Perché i nostri imprenditori non sono come Zuckerberg
«In Italia pensiamo di più agli investimenti che abbiano ricadute sull’azienda e agli spot culturali, come di Cucinelli, Tod’s e Renzo Rosso. Ma la filantropia è un’altra cosa» dice Rossella Sobrero, esperta di Corporate Social Responsability, che commenta la decisione di Mr Facebook di donare il 99% del suo patrimonio in beneficenza
di Concetta Desando
Pubblicato il 02 Dic 2015

“Un esempio e un messaggio importante – spiega la professoressa Sobrero – soprattutto perché è un’azione collegata alla nascita della bambina: l’intento è contribuire a lasciare un mondo migliore a chi verrà dopo di noi”.

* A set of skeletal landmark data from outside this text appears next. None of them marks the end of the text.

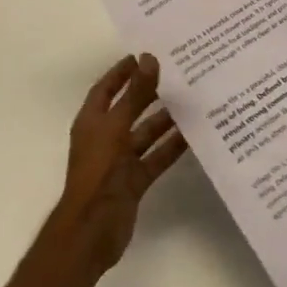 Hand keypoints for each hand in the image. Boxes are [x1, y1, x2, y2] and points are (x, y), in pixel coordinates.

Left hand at [49, 54, 187, 276]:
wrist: (92, 230)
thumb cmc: (98, 172)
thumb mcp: (116, 127)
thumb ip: (135, 94)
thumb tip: (149, 58)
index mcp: (92, 121)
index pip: (107, 88)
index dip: (122, 72)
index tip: (143, 56)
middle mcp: (106, 137)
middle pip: (129, 108)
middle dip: (149, 93)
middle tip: (177, 74)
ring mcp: (120, 160)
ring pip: (146, 133)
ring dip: (165, 120)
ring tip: (191, 101)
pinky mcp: (134, 181)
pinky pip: (156, 157)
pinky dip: (171, 147)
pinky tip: (193, 135)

E se Oltreoceano non mancano i nomi di chi, oltra al portafoglio, ha un cuore d’oro e ha deciso di donare il proprio patrimonio ad associazioni di beneficenza (da Tim Cook a Bill Gates a Jam Coum, solo per citarne alcuni), “in Italia faccio fatica a pensare a un imprenditore che abbia agito nello stesso modo – dice la docente -. Certo c’è chi decide di agire in silenzio, ma il fatto che non ci sia neanche un nome che venga subito in mente parlando di questo argomento la dice lunga sui nostri imprenditori: in Italia gli imprenditori sono più interessati agli investimenti che abbiano un ritorno diretto sull’azienda. Possono essere anche investimenti in ambito sociale, ambientale o culturale, a breve o a lungo termine, ma devono avere una ricaduta sulla propria impresa. E questo è social business. La filantropia è altro: è un donare qualcosa senza pensare di avere nulla in cambio. La filantropia, pur avendo segnato il passato del nostro Paese (pensate a quanti filantropi nel passato hanno sostenuto artisti, opere, comunità), è apputo qualcosa che appartiene ormai al passato e non al nostro presente. Oggi in Italia siamo individualisti: difficilmente ci apriamo alla comunità, al bene comune, al prossimo” spiega la docente. E puntualizza: “Attenzione, poi, a non confondere gli spot culturali con la filantropia: la restaurazione del borgo fatta da Cucinelli è un’azione molto bella e intelligente, ma non è filantropia. Non lo neanche quanto fatto da Tod’s con il Colosseo o da Renzo Rosso con il Ponte Rialto: queste sono sponsorizzazioni culturali, ben lontane dall’azione di Zuckerberg”.
“Certo, sono comunque azioni importanti – continua la Sobrero – ma hanno un sapore diverso rispetto a quello che Zuckerberg ci dice donando il 99% delle azioni di Facebook: oggi viviamo in un mondo talmente incerto e difficile che chi ha patrimoni così imponenti deve metterli a servizio di tutti, non per risolvere i problemi del mondo perché questa sarebbe un’utopia, ma per contribuire a rendere il mondo un posto migliore”.